Equally enthralling were a series of bronzes of green complexes by an Idahoan named Henry Whiting. Per Jerris’ suggestion, I dropped to my knees when I viewed those works, so the wildly undulating putting surfaces were at eye level. It made me feel like I was actually reading the green before hitting a putt. I was also reminded of the plaster and plasticine models that the great, old designers crafted when designing and building courses a century or more ago.
Making art to make even more art, I said to myself. The creativity never ends.
I tarried for a spell in front of images shot by Japanese photographer Kanemichi Yamada of golf courses in his homeland. Then, I savored the drawing that illustrator Franklin Booth had made of the Punch Bowl hole on Charles Blair Macdonald’s National Golf Links of America on the East End of Long Island – and the etching created by George Aikman from an original watercolor by John Smart of the Hell Bunker on the 14th hole of the Old Course.
The panoramic black-and-white images that John Yang made in the late 1980s of golf courses as he traveled from North Carolina to Vermont kept me rapt as well, largely due to the 360-degree views he provided in the ones on display. Jerris said Yang was not a golfer and suggested that his ability to see a course so differently from those of us who know the game is what endows his work with an unusual aura.

Next, I considered a series of paintings by Lee Wybranski. Best known for his watercolors and the stylishly retro posters he has produced for a number of USGA championships, the Arizona native made his living for many years hand-painting yardage books. That work compelled him to view golf courses “from above” and led him to create a series of acrylic paintings from that perspective for a gallery exhibition in Philadelphia at the time of the 2013 U.S. Open at nearby Merion Golf Club. The four hanging in the USGA Museum depict the 10th hole at Riviera, the 17th at Pebble Beach, the 11th at Merion and the 15th at Shinnecock Hills.
I wrapped up my visit, which occurred about a week before the USGA Museum closed down due to the coronavirus pandemic, with a stroll through a small room devoted to the art of Desmond Muirhead.
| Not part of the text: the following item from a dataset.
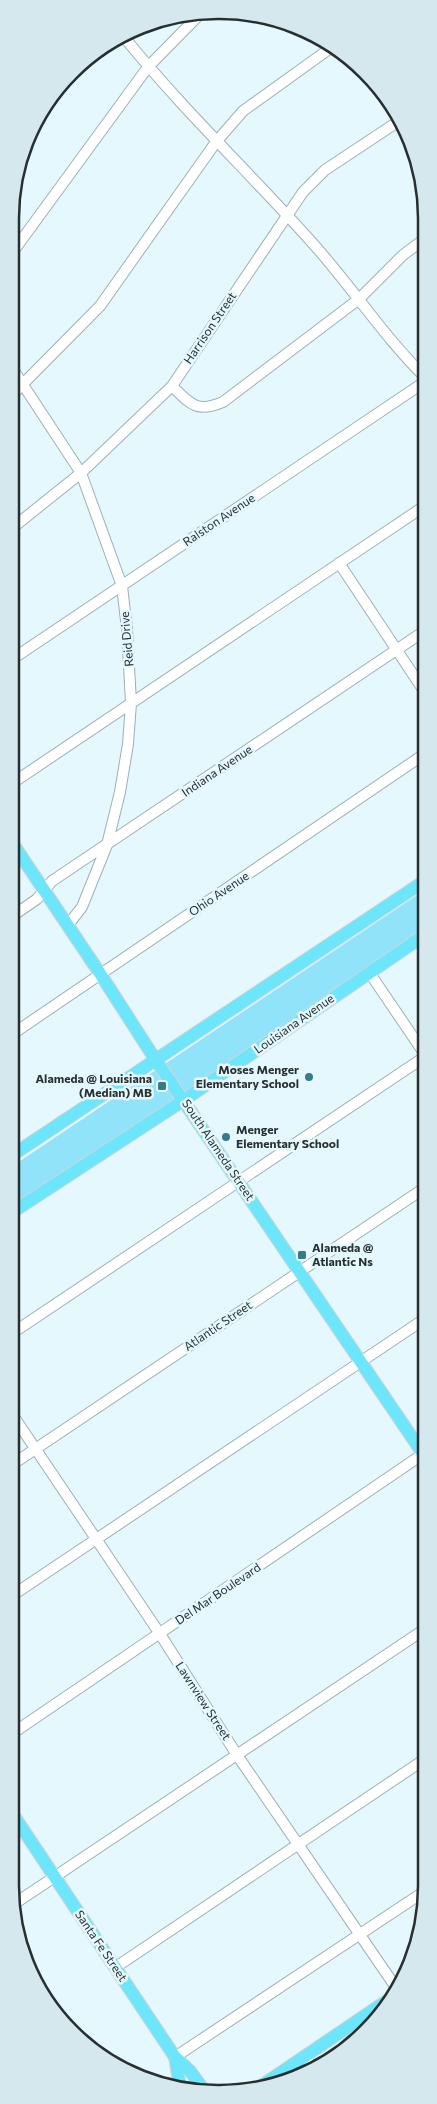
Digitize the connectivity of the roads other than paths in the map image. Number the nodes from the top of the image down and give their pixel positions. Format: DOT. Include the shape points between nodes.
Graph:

Born in Norwich, England in 1923, he served as a navigator for the Royal Air Force before earning degrees at Cambridge and the universities of British Columbia and Oregon. His specialty was urban design and architecture, and used that knowledge to build golf courses, first on his own and also in collaboration with Jack Nicklaus at Muirfield Village. In time, Muirhead set out on his own again, and it was as an independent from the 1980s up to his death in 2002 that he produced what Jerris describes as “his most daring and controversial designs for clients in Japan, Indonesia and Southeast Asia. Bold sculptural forms without any precedent populated these golf courses – symbols, animals, human forms, mythological figures, demons and devils – all inspired by local culture, religious and historical influences.” The most renowned of those were bunkers shaped like fish – and entire holes shaped like mermaids.
In 2014, the USGA acquired a number of Muirhead golf course-related sketches, and Jerris has included some of those in his exhibit. Fantastical. Whimsical. Bold. Extreme. They are those things, and then some.
They are also art, and as is the case with the other pieces in his exhibit, they show that golf courses are so much more than places to tee it up.